Not all countries have all indicators for all years

To solve this, we'll need to find two countries and two indicators for which we have data over this time range.


In [11]:
filterMesh = (data['CountryName'] == countryFilter[0]) & (data['IndicatorName'].isin(indicatorsFilter)) & (data['Year'].isin(yearsFilter))
country1_data = data.loc[filterMesh]

In [12]:
len(country1_data)


Out[12]:
5

In [13]:
filterMesh = (data['CountryName'] == countryFilter[1]) & (data['IndicatorName'].isin(indicatorsFilter)) & (data['Year'].isin(yearsFilter))
country2_data = data.loc[filterMesh]

In [15]:
len(country2_data)


Out[15]:
0

So let's pick indicators and countries which have data over this time range

The code below will randomly pick countries and indicators until it finds two countries who have data for an indicator over this time frame. We used it to produce the fixed values you see later, feel free to play with this yourself!


In [17]:
filteredData1 = []
filteredData2 = []

In [18]:
'''
Plot: 
countryFilter:    pick two countries, 
indicatorsFilter: pick an indicator, 
yearsFilter: plot for years in yearsFilter
'''
# problem - not all countries have all indicators so if you go to visualize, it'll have missing data.
# randomly picking two indicators and countries, do these countries have valid data over those years.
# brings up the discussion of missing data/ missing fields
# until we find full data

while(len(filteredData1) < len(yearsFilter)-1):
    # pick new indicator
    indicatorsFilter = random.sample(indicators, 1)
    countryFilter    = random.sample(countries, 2)
    # how many rows are there that have this country name, this indicator, and this year.  Mesh gives bool vector
    filterMesh = (data['CountryName'] == countryFilter[0]) & (data['IndicatorName'].isin(indicatorsFilter)) & (data['Year'].isin(yearsFilter))
    # which rows have this condition to be true?
    filteredData1 = data.loc[filterMesh]
    filteredData1 = filteredData1[['CountryName','IndicatorName','Year','Value']]

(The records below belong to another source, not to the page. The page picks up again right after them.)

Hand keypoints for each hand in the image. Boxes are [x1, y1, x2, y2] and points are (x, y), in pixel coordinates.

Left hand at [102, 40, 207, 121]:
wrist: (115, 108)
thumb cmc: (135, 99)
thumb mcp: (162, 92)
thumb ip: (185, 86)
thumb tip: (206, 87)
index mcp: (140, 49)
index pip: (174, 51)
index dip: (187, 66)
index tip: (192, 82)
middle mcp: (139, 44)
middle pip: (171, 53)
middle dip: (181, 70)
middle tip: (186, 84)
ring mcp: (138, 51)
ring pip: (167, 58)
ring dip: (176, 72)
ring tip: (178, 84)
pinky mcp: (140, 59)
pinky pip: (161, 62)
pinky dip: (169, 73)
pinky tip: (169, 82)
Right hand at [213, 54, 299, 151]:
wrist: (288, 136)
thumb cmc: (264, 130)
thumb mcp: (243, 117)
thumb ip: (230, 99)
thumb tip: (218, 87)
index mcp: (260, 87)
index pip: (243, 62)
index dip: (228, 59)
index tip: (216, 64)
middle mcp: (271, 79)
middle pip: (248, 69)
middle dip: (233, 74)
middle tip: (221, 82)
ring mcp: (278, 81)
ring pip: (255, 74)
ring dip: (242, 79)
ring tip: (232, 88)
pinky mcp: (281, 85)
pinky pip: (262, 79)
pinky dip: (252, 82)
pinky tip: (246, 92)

    # need to print this only when our while condition is true
    if(len(filteredData1) < len(yearsFilter)-1):
        print('Skipping ... %s since very few rows (%d) found' % (indicatorsFilter, len(filteredData1)))

In [19]:
# What did we pick eventually ?
indicatorsFilter


Out[19]:
['Agriculture, value added (% of GDP)']

In [20]:
len(filteredData1)


Out[20]:
5

In [21]:
'''
Country 2
'''

while(len(filteredData2) < len(filteredData1)-1):
    filterMesh = (data['CountryName'] == countryFilter[1]) & (data['IndicatorName'].isin(indicatorsFilter)) & (data['Year'].isin(yearsFilter))
    filteredData2 = data.loc[filterMesh]
    filteredData2 = filteredData2[['CountryName','IndicatorName','Year','Value']]
    #pick new indicator
    old = countryFilter[1]
    countryFilter[1]    = random.sample(countries, 1)[0]
    
    if(len(filteredData2) < len(filteredData1)-1):
        print('Skipping ... %s, since very few rows (%d) found' % (old, len(filteredData2)))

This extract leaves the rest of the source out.